On recent family trip to Denmark, wife and I loved how dangerous everything was—perilous play equipment, no bike helmets, creaky amusement park rides. Got me thinking about sanctity of safety among parents at home and recent books that celebrate virtues of sketchy situations for kids…
In an era when parents agree on so little, from birthing plans to college admission strategies, we can all at least agree on one thing: safety.
Keeping our kids safe from harm, after all, is a value that transcends the usual traditional-progressive divide. It doesn’t matter if you’re a strict disciplinarian who closely regulates your kids’ moral development or a groovy “alternaparent” who pays more attention to their iTunes downloads, you don’t skimp on safety.
Hence the preponderance of padded playgrounds and bike helmets, Internet parental controls and, in perhaps the most visible sign of our collective thinking about raising kids, the scarcity of children left unattended outside to play.
But now, at last, that single remaining shared value is crumbling. Parents are now rethinking pricy babyproofing gear and school bans on tag and other “chase games.” Many are taking their cue from bestsellers like The Dangerous Book for Boys and the Daring Book for Girls and shooing their kids off the couch to go build a campfire or cut flint heads for a bow and arrow.
A few are even forgoing the usual birthday gifts of fancy gadgets in favor of - gasp - pocket knives.
Suddenly, safety is passé.
As counterintuitive as it may seem, our kids will be all the better for it. Children need risk, hardship and periodic jolts of pain to develop into self-reliant grown-ups. Parents who constantly remove obstacles and eliminate perceived dangers - from smearing their little hands with antibacterial gel six times a day to prohibiting them from going to the bathroom or the corner store by themselves - are doing their kids a deep disservice.
Most parents know this, of course. But it’s easy to forget in a time when threats are broadcast from every corner, from the partially hydrogenated oils in food to the “stranger danger” on the street. At a certain point, however, parents inevitably get worn down by the bombardment and must finally learn to prioritize their anxieties.
In other words, while fencing the swimming pool and insisting you know your teenager’s whereabouts are reasonable parental controls, there comes a time when it no longer makes sense to X-ray your kids’ Halloween candy, ban all Internet use for fear of cyberpredators or do your kids’ homework because they’re so stressed out.
Clinical psychologist Wendy Mogel was among the first to describe this modern strain of overprotection in her invaluable 2001 book The Blessing of a Skinned Knee. Too many modern parents, she wrote, try to “inoculate their children against the pain of life” and end up with insecure, demanding, dependent kids.
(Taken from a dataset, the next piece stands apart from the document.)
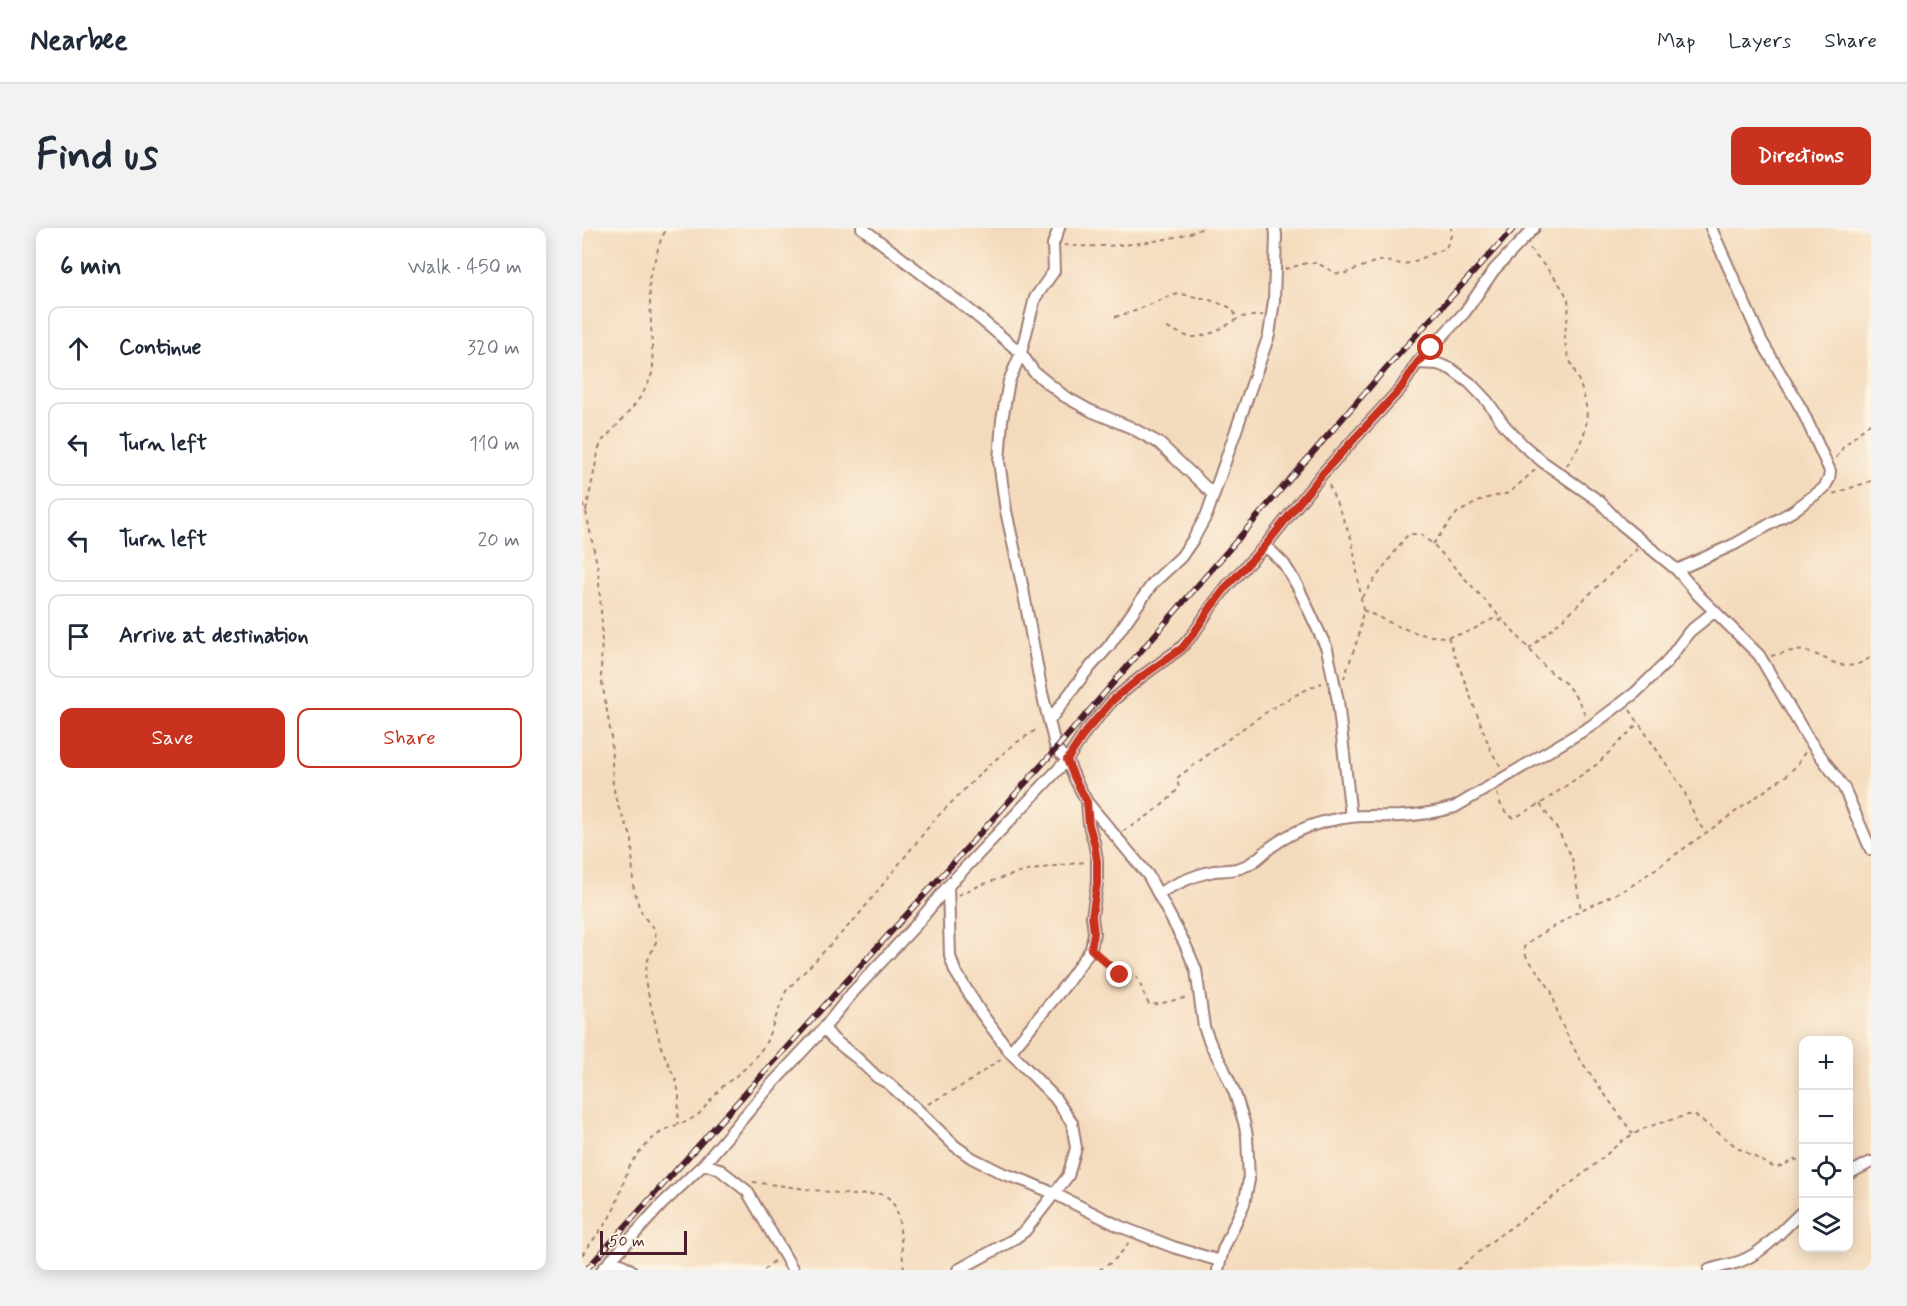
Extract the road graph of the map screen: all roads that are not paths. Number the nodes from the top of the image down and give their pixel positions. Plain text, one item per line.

Mogel’s prescription is a mix of old-school traditionalism and a more modern strain of compassion - she advises parents to limit the time spent worrying about kids to 20 minutes a day, treat bumps and injuries matter-of-factly, and stop attempting to shield children from the ugly and unpleasant facts of life.
The same basic spirit has fueled the runaway success of the Dangerous Book for Boys, Conn and Hal Iggulden’s politically incorrect and determinedly old-fashioned manual for mini macho men. Packed with such apparently arcane tips as how to hunt and cook rabbit and make a good go-cart, the book was a mammoth bestseller in the U.K. in 2006 and was modified for an even more successful U.S. edition last year.
It has since spawned a companion book for girls (which advises girls how to change a tire, build a fire and even press flowers) and led to a TV development deal and a bidding war over movie rights.
The phenomenon proves that kids and parents are desperate, Conn Iggulden wrote in the Washinton Post, to “remember a time when danger wasn’t a dirty word. It’s safer to put a boy in front of a PlayStation for a while, but not in the long run. The irony of making boys’ lives too safe is that later they take worse risks on their own.”
With so many families now rushing to rediscover the joys of sharp objects and sticky situations, it’s easy to imagine the pendulum swinging all the way back into the sort of perilous territory where little thought was given to such legitimate dangers as car crashes and second hand smoke. But for now anyway, our kids will benefit a lot more if we stop trying to protect them from the inevitable pain of being alive.